Some of these things occurred (unfortunately the movie was not one of them), but they all involved a great deal of stress, as my son dealt with headaches and the like all weekend from teething (I believe), and my daughter was in the midst of the worst behavior I’ve ever seen.

I want to focus on her right now. . .

You see, my daughter has always been a very well-behaved child.  Sure, she’d get into trouble, every kid does, and I would be very concerned if she never did.  But this weekend involved an entire behavior change.  I’d tell her not to do something and a few minutes later she’d sneak off, and when I’d find her. . . she was doing the thing I told her not to do.

One such instance was that she went off to put lotion on her hands.  She told me about it, I said, cool, but next time make sure mommy or I are around to help, so you don’t get too much on.  She didn’t really respond.  Then she disappeared.  When she disappears quietly, I’ve learned that means I should see what she’s up to.  She was in the bathroom, putting what she believed was lotion on her hands.  It was bacitracin. . .

That’s kind of how it went all weekend.  These weren’t real big issues, I mean, she was never really doing anything all that bad.  Just disobeying.

But that’s the thing.  She’s never really been one to disobey. . . much. . . so it was really bothering me that she had such a drastic change in behavior, seemingly overnight.

Then I realized something.  Everything she had been doing, although being directly against what I had been telling her, really came down to one similarity.  She was trying to do things by herself, things that she considered we kept telling her she was too little to do, but she wanted to prove to us she could.

And then I got sad. . . because A. my little girl is growing up and trying to assert her independence, but B. because I had honestly been holding her back, something I had been making a concerted effort not to do for so long.  I mean, like the lotion deal for instance.  The whole reason we typically did not allow her to do it by herself is that she is traditionally bad at portioning, meaning her entire hand gets covered with the stuff.  It’s disgusting.  But, instead of taking the time to teach her about lotion portioning, we’ve just gotten to the point where we tell her to make sure we do it.

Same thing with many of the other items she fought us on (generally portioning issues).

I have been holding her back just because I haven’t felt like I’ve had the time to teach her some relatively simple concepts.  And that’s crap.  This is all stuff she can easily do by herself.  And she knows it.  And she’s been trying to prove it to me.
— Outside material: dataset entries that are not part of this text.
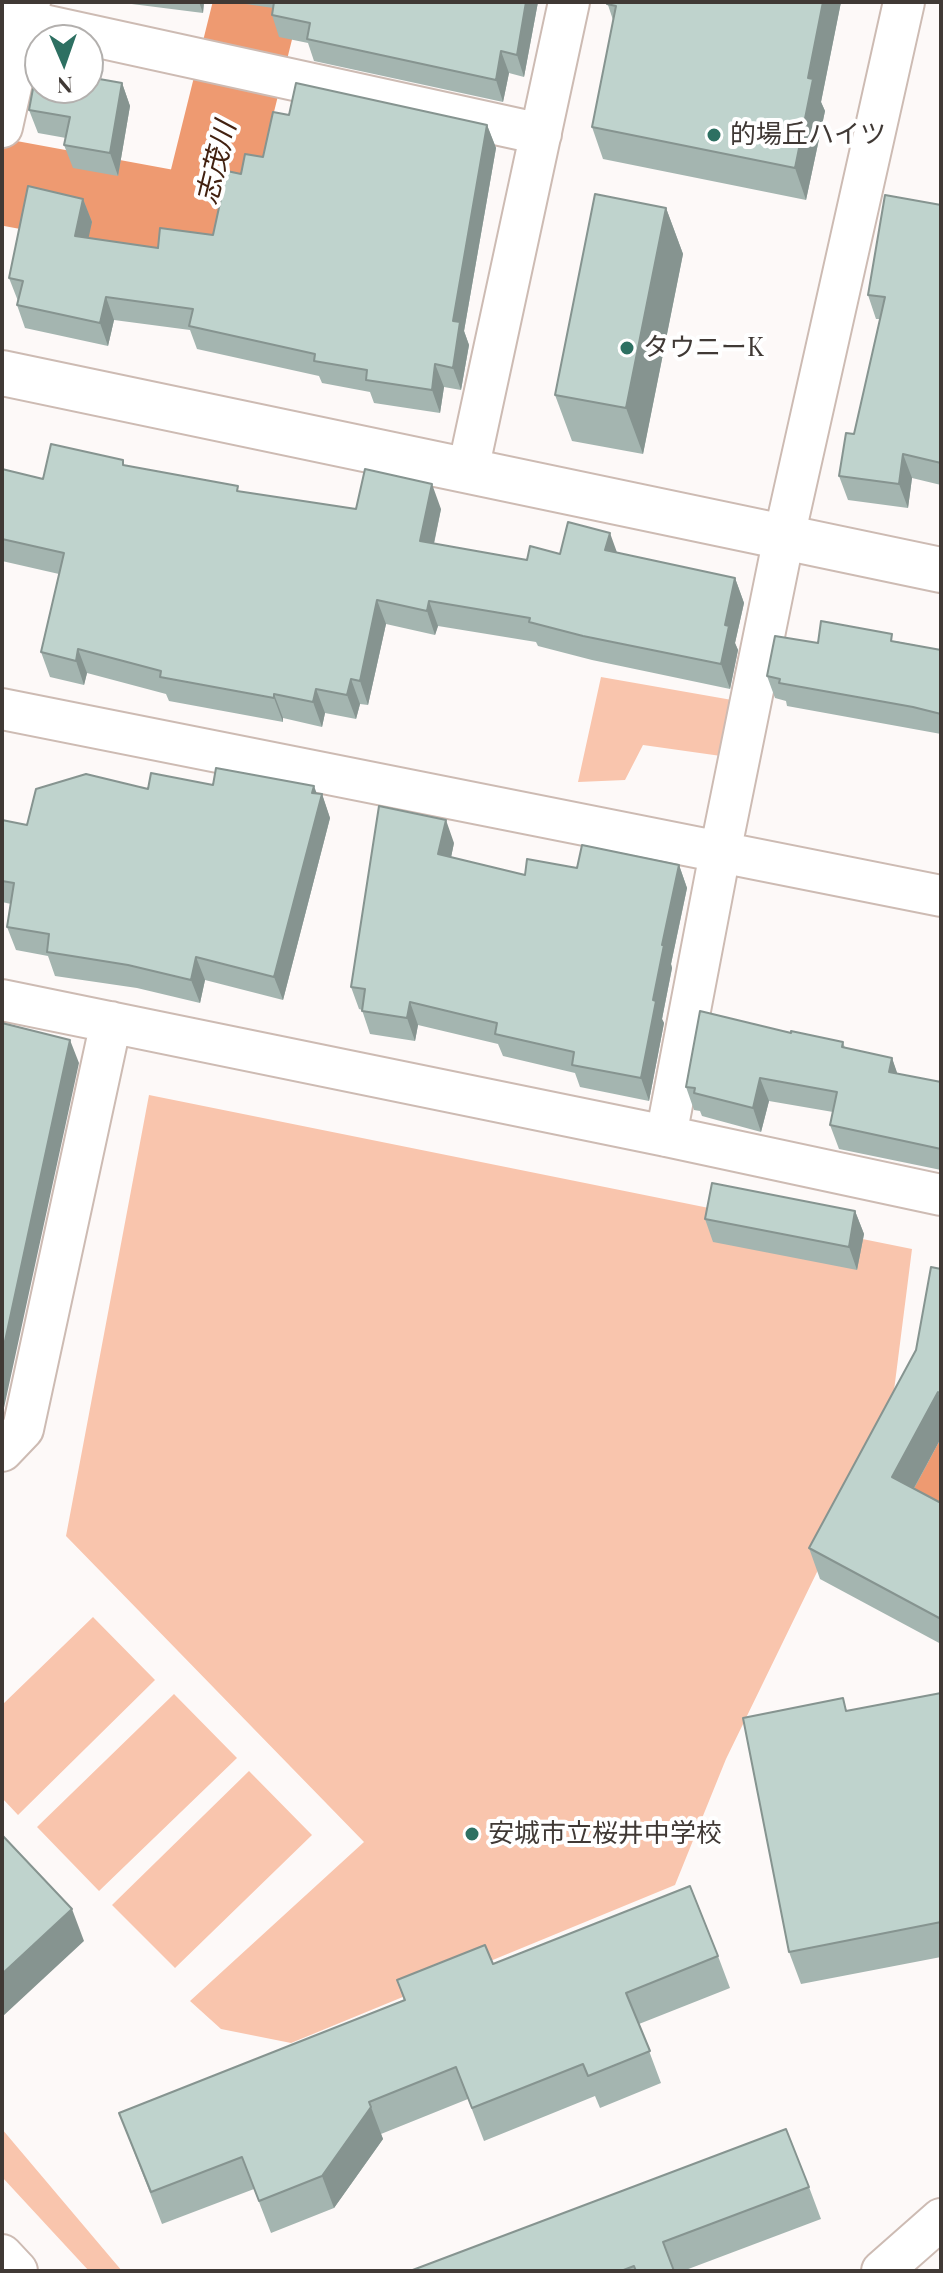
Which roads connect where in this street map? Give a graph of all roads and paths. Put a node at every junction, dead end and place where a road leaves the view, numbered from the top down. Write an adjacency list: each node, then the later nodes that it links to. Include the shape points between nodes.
1 (569, 2): 5 (street)
2 (904, 2): 8 (street)
3 (19, 13): 4 (street); 5 (street)
4 (2, 127)
5 (541, 134): 7 (street)
6 (2, 373): 7 (street)
7 (468, 470): 8 (street)
8 (784, 537): 9 (street); 11 (street)
9 (941, 570)
10 (2, 709): 11 (street)
11 (720, 853): 12 (street); 15 (street)
12 (941, 896)
13 (2, 1000): 14 (street)
14 (111, 1022): 15 (street); 17 (street, via 23,1429)
15 (666, 1136): 16 (street)
16 (941, 1195)
17 (2, 1451)
18 (941, 2219): 21 (street)
19 (2, 2255): 20 (street)
20 (17, 2271)
21 (882, 2271)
And I’ve been just getting mad because she’s going against my will.

So, last night, before bed, she and I had a heart to heart about this whole idea.  She got a little overly-excited. Again and again she asked, “So, what else can I do by myself?”
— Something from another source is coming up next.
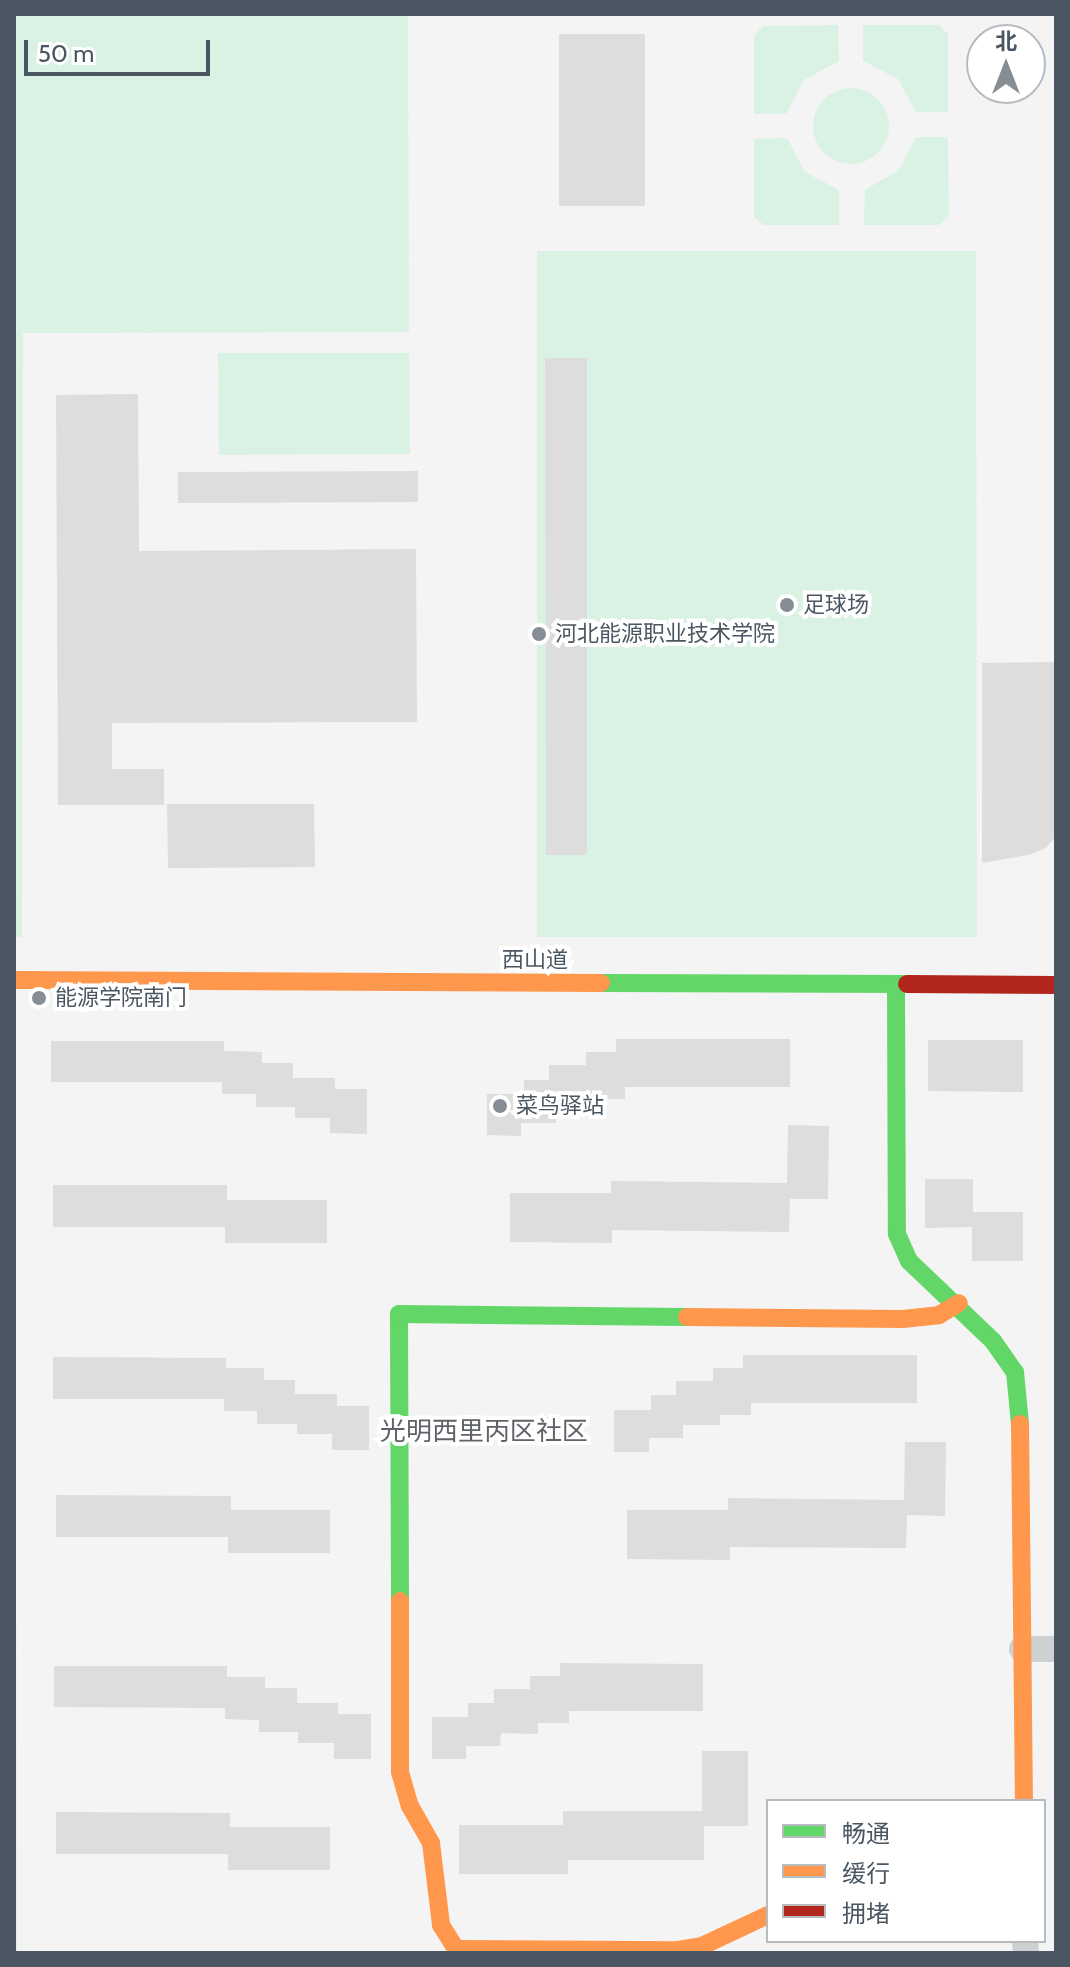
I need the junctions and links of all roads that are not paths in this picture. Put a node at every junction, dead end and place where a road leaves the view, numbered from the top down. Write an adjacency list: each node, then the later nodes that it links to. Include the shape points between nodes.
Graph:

We focused on the fact that we would have to work together to ensure she learned how to do these things by herself, but she was totally for it, she wants to learn, she wants to do. . . she wants to grow up.

The conversation lasted quite a bit longer than it should have, and only served to get her jumping up and down in anticipation of all the things that would be opened up to her. . . not all that suitable pre-bedtime.  So, I left it with, now you can go to sleep by herself.  She was not too immediately keen on the idea, but she did it.

And first thing this morning, as she ambled into our room?  I’m gonna go on the potty by myself!  I’m going to wipe by myself!  What else can I do by myself?

It was quite adorable. . . but also means she’s growing up.  Granted, I won’t miss having to wipe her ass every day.